What are other people's suggestions for developing quad isometric strength?.

high rep rebounding half-tuck jumps (MR half tucks, 25-50 reppers), stiff legged pogos (5-10 reppers), heavy half/quarter squats, sprints, tke's, jumps (single and double leg rvj's), and possibly depth drops but if the other stuff i mentioned is lacking, no need for those.

so ya, i didn't list any actual prolonged isometric exercises, instead everything i listed is miometric/pliometric.

i'm not a big fan of isos, in fact I hate them except for paused lifts.. paused squat/paused lunge would undoubtedly hit the hams/glutes harder than quads, and for the paused squats, that would be the case pretty much regardless of depth unless you really allow the knees to shift forward.

if I were to do isos, the only one I actually like is the "iso extension stim" method, where you iso a 45deg hyper, but that's p-chain dominant.. quad isos really put too much stress on the patella/patella tendon for my liking, it's a prolonged tension that just can lead to way too many pathologies like tendonities etc.. the quads are just way too strong to load up isometrically imo, really heavy isos targeted the quads just place too much stress on the knee.. the patella is sesamoid so, it's much diff than hamstring/glute isos for example... i think that's one of the key problems with them.

so ya, the stuff in bold at the time, that's the stuff i like.

peace
Title: Re: Hip flexors
Post by: Raptor on February 24, 2011, 09:30:44 am
the patella is sesamoid

The patella is what? :ninja:

What about heavy BSS iso holds (like in my video that I posted several posts ago) or paused box pistol squats?
Title: Re: Hip flexors
Post by: Kellyb on February 24, 2011, 12:38:33 pm
RE: Hip flexors

Go back to the things I said earlier this thread about femoral control.

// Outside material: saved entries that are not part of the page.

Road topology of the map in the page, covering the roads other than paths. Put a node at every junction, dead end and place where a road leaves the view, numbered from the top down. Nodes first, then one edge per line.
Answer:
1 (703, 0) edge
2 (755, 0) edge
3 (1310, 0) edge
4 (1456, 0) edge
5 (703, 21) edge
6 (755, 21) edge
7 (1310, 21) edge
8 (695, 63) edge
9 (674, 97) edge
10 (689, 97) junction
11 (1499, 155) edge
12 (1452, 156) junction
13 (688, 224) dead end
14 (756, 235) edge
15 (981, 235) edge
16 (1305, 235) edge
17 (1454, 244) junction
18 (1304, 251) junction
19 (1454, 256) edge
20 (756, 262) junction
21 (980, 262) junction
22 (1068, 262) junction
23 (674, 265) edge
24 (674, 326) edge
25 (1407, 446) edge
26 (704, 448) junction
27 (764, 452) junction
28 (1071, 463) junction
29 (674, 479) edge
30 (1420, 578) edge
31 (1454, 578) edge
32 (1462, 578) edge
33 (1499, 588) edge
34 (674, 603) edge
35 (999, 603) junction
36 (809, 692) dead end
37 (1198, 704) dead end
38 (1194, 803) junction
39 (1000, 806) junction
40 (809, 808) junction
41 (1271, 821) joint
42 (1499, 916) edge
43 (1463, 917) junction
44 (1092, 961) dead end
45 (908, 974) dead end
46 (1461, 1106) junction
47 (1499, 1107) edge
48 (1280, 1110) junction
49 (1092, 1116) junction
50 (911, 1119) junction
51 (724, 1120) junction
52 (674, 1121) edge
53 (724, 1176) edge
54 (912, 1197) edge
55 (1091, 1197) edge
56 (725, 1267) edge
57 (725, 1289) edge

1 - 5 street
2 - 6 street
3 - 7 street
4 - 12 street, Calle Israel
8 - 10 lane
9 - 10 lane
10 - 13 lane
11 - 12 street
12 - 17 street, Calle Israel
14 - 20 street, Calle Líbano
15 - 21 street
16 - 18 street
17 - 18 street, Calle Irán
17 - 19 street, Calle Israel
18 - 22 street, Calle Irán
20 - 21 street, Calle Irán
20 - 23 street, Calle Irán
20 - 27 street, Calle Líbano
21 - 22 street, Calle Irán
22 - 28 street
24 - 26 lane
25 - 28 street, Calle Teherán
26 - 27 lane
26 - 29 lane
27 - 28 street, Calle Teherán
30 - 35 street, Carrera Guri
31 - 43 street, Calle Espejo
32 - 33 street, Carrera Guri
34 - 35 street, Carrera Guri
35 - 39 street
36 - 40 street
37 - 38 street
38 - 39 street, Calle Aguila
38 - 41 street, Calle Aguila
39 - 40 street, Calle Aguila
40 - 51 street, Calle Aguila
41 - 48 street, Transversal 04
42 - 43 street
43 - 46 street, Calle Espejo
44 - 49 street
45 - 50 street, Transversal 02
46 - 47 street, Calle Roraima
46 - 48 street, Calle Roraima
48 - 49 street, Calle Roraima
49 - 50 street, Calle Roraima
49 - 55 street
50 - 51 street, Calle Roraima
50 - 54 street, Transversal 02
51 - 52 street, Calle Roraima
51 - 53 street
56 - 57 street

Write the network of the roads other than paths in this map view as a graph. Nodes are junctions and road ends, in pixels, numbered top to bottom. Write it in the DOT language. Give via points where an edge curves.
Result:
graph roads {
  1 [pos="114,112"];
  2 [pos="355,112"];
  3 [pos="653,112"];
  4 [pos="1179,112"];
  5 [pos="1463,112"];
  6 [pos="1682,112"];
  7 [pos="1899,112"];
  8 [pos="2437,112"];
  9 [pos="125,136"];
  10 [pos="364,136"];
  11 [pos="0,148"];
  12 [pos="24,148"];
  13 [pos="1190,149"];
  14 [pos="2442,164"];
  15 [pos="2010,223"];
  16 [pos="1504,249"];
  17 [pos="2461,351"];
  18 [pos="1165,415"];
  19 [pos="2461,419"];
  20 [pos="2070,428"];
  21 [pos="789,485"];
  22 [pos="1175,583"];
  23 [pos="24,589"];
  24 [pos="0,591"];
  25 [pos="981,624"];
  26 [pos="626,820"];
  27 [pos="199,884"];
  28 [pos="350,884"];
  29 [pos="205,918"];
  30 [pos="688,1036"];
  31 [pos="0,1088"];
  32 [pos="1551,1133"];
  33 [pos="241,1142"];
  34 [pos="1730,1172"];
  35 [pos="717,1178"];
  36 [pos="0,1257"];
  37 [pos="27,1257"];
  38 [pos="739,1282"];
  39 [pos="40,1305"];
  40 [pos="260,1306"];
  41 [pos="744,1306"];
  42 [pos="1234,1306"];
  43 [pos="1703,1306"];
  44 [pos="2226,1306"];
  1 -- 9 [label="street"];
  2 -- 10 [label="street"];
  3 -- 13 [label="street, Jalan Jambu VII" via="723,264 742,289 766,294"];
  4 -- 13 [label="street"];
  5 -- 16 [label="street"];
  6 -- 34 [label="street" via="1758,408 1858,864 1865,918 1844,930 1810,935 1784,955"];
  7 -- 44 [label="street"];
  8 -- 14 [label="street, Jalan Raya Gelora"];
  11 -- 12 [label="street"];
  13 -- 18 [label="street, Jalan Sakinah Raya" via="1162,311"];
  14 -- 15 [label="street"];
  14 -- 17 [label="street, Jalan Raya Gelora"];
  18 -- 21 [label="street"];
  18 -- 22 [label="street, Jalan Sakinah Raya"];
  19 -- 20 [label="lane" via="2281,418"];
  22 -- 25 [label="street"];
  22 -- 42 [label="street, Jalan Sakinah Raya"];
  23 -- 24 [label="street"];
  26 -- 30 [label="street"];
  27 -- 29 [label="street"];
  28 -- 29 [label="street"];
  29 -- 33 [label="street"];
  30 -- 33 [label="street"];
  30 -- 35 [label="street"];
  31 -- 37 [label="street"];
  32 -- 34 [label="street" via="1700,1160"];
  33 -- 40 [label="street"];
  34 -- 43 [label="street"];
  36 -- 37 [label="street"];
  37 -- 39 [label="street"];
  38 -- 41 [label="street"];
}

We know that what happens to the legs during the recovery phase (once the foot comes off the ground) plays no direct role in sprinting (see the infamous Weyand study)

The harder you push against the ground, the faster you go.

BUT....

Having an optimal posture (repositioning your legs correctly) allows you to set up in a way that allows you to more efficiently exert more force when your foot does hit the ground....you get a better wind-up, better leverage, and a greater pre-stretch from the contributing musculature (the muscles that contribute when your foot makes ground contact)

If the hip flexors are weak it's very difficult to get to that posture and people will either shorten their strides up or flail their feet sideways, as the TFL and rectus femoris try to do what the psoas can't. It's easy to see from the back. 
Look at who has naturally strong hip flexor and great femoral control and who doesn't. Femoral control = the muscles in control of the femur from the hip (the hip flexors and glutes) are fully in control of the femur from both sides.

Best strengtheners: Look at the sprinters posture than try to duplicate.  The hip flexors are one of the few muscles that tend to be weak in the shortened range (the very top of a full knee or leg raise) rather than the stretch range.  Here is an exercise to test.  Keep the natural arch and don't lean back.

http://www.youtube.com/watch?v=pxkbqUa28BY

 
 A lot of people won't be able to lift their knee an inch without squirming around all over the place. You should be able to come up several inches.

I recommend doing sets of 8-10 with a 2-3 second hold at top on that exercise. The more you lean forward the harder the exerise is. Use bands for extra resistance. 

Another good exercise is doing the same thing standing up, which also happens to hit the glute.

http://www.youtube.com/watch?v=JAUwgrazCg4  (keep the plant leg straight and don't let the knee bend).

Then maybe look into pike variations:

http://gymnasticbodies.com/index.php?option=com_content&view=article&id=10:developing-the-hanging-leg-lift&catid=2:articles&Itemid=3


Raptor, regarding your knee collapse, that's actually more of a combined eccentric and isometric contraction. I wouldn't get caught up in doing isos just get your quads stronger overall in things you know how to do.  You can't affect one type of strength without affecting them all.